# Task to complete
Please go through the listing below and count the lines where the string "Yosun" appears. Answer with the number only.

# Records supplied
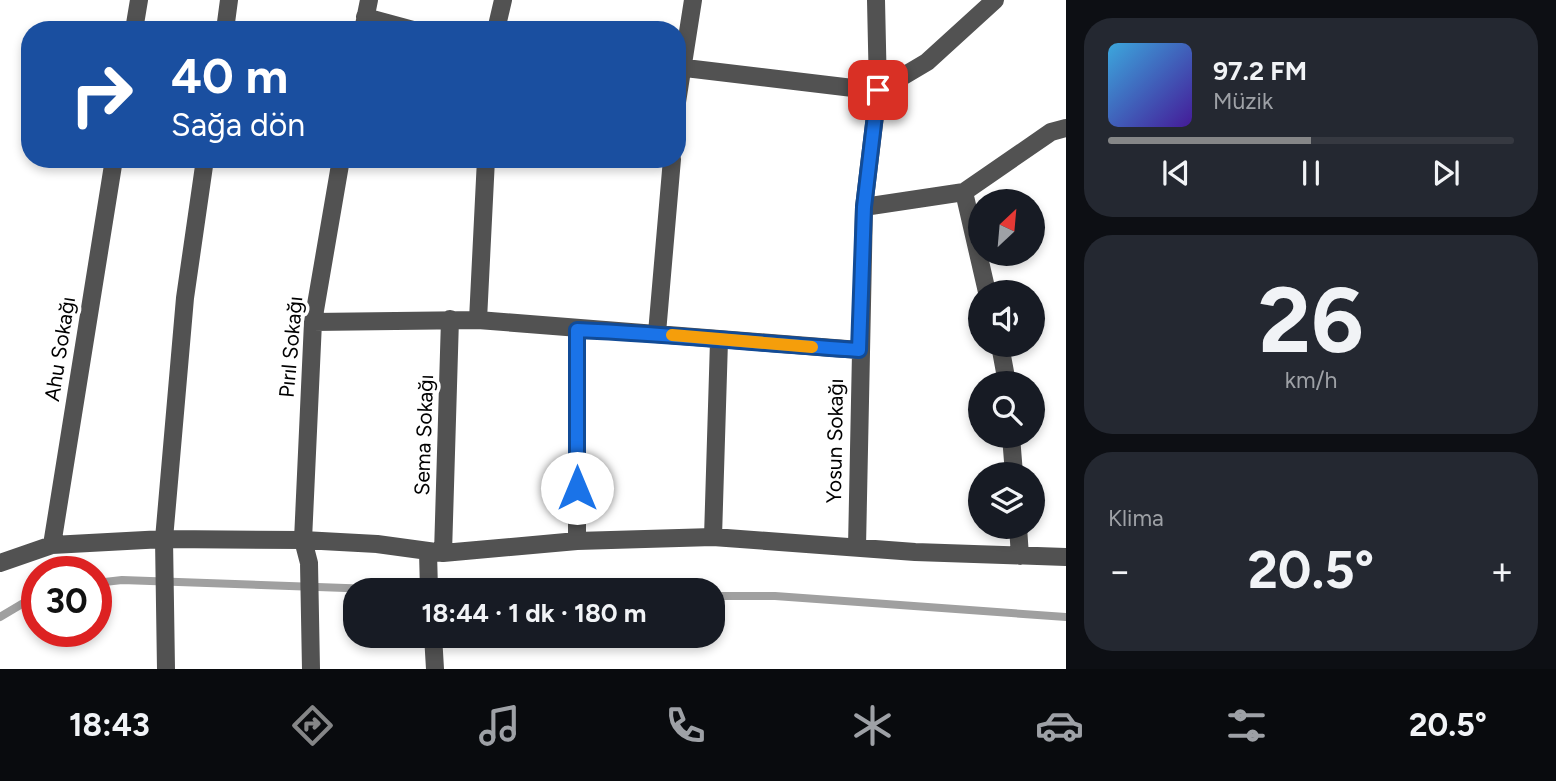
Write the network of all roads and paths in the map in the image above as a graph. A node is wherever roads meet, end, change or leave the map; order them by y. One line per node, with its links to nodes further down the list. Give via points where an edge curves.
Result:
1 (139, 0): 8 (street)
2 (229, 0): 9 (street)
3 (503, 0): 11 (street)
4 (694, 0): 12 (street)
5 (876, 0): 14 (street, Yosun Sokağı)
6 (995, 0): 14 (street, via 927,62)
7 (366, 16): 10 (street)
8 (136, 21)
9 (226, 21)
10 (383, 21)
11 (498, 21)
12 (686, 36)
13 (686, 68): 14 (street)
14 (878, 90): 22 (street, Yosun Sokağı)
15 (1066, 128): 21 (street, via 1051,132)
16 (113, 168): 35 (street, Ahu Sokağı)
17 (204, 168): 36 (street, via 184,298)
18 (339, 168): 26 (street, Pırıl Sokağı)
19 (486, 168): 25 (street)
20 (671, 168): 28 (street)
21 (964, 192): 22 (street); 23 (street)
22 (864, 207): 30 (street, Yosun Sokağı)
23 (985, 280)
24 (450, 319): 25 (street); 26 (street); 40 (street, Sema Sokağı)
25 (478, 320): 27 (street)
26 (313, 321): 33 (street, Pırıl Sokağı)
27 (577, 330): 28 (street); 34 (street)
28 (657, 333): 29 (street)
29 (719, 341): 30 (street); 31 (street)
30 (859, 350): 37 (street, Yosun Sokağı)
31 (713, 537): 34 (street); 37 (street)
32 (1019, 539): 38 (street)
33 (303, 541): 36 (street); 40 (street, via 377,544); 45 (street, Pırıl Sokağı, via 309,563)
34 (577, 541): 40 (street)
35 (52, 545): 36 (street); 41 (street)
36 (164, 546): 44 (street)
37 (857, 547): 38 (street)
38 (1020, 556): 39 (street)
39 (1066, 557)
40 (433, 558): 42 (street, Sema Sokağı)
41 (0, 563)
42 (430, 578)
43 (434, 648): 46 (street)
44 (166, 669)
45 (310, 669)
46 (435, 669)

# Exercise output
4